Start of Supplied material

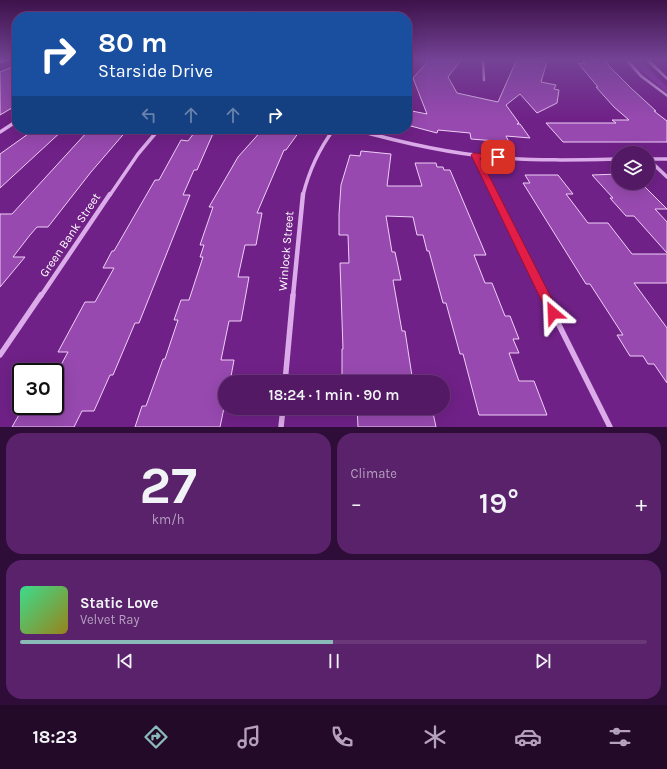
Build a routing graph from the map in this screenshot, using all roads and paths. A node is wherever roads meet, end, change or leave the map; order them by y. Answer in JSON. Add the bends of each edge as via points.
{"nodes":[{"id":1,"x":645,"y":79,"type":"edge"},
{"id":2,"x":667,"y":96,"type":"edge"},
{"id":3,"x":12,"y":124,"type":"edge"},
{"id":4,"x":0,"y":132,"type":"edge"},
{"id":5,"x":155,"y":134,"type":"edge"},
{"id":6,"x":330,"y":134,"type":"edge"},
{"id":7,"x":373,"y":134,"type":"edge"},
{"id":8,"x":474,"y":155,"type":"junction"},
{"id":9,"x":655,"y":159,"type":"edge"},
{"id":10,"x":667,"y":159,"type":"edge"},
{"id":11,"x":611,"y":160,"type":"edge"},
{"id":12,"x":655,"y":166,"type":"edge"},
{"id":13,"x":667,"y":177,"type":"edge"},
{"id":14,"x":0,"y":355,"type":"edge"},
{"id":15,"x":286,"y":375,"type":"edge"},
{"id":16,"x":282,"y":415,"type":"edge"},
{"id":17,"x":281,"y":427,"type":"edge"},
{"id":18,"x":610,"y":427,"type":"edge"}],
"edges":[{"from":1,"to":2,"type":"street"},
{"from":3,"to":4,"type":"street"},
{"from":5,"to":14,"type":"street","name":"Green Bank Street","via":[[138,154]]},
{"from":6,"to":15,"type":"street","name":"Winlock Street","via":[[314,161],[302,198]]},
{"from":7,"to":8,"type":"street","via":[[420,146]]},
{"from":8,"to":11,"type":"street","via":[[539,160]]},
{"from":8,"to":18,"type":"street"},
{"from":9,"to":10,"type":"street"},
{"from":12,"to":13,"type":"street"},
{"from":16,"to":17,"type":"street"}]}
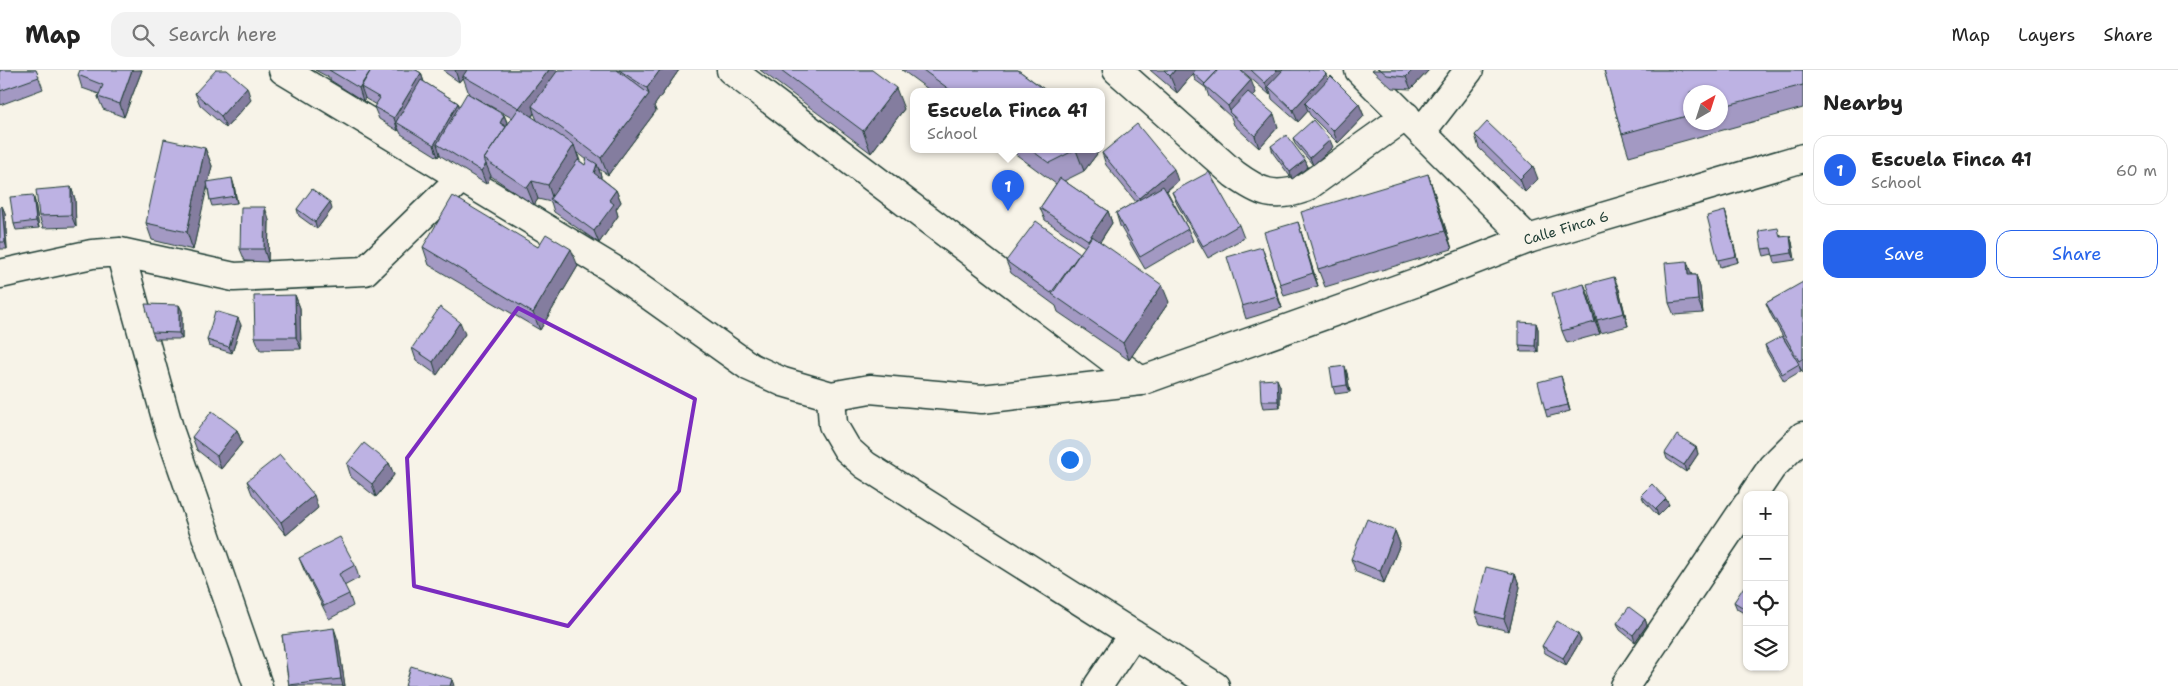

End of Supplied material

Work instructions: Filter the entries down to the lines with the word "street" in them, and copy those lines.

Answer to this exercise:
"edges":[{"from":1,"to":2,"type":"street"},
{"from":3,"to":4,"type":"street"},
{"from":5,"to":14,"type":"street","name":"Green Bank Street","via":[[138,154]]},
{"from":6,"to":15,"type":"street","name":"Winlock Street","via":[[314,161],[302,198]]},
{"from":7,"to":8,"type":"street","via":[[420,146]]},
{"from":8,"to":11,"type":"street","via":[[539,160]]},
{"from":8,"to":18,"type":"street"},
{"from":9,"to":10,"type":"street"},
{"from":12,"to":13,"type":"street"},
{"from":16,"to":17,"type":"street"}]}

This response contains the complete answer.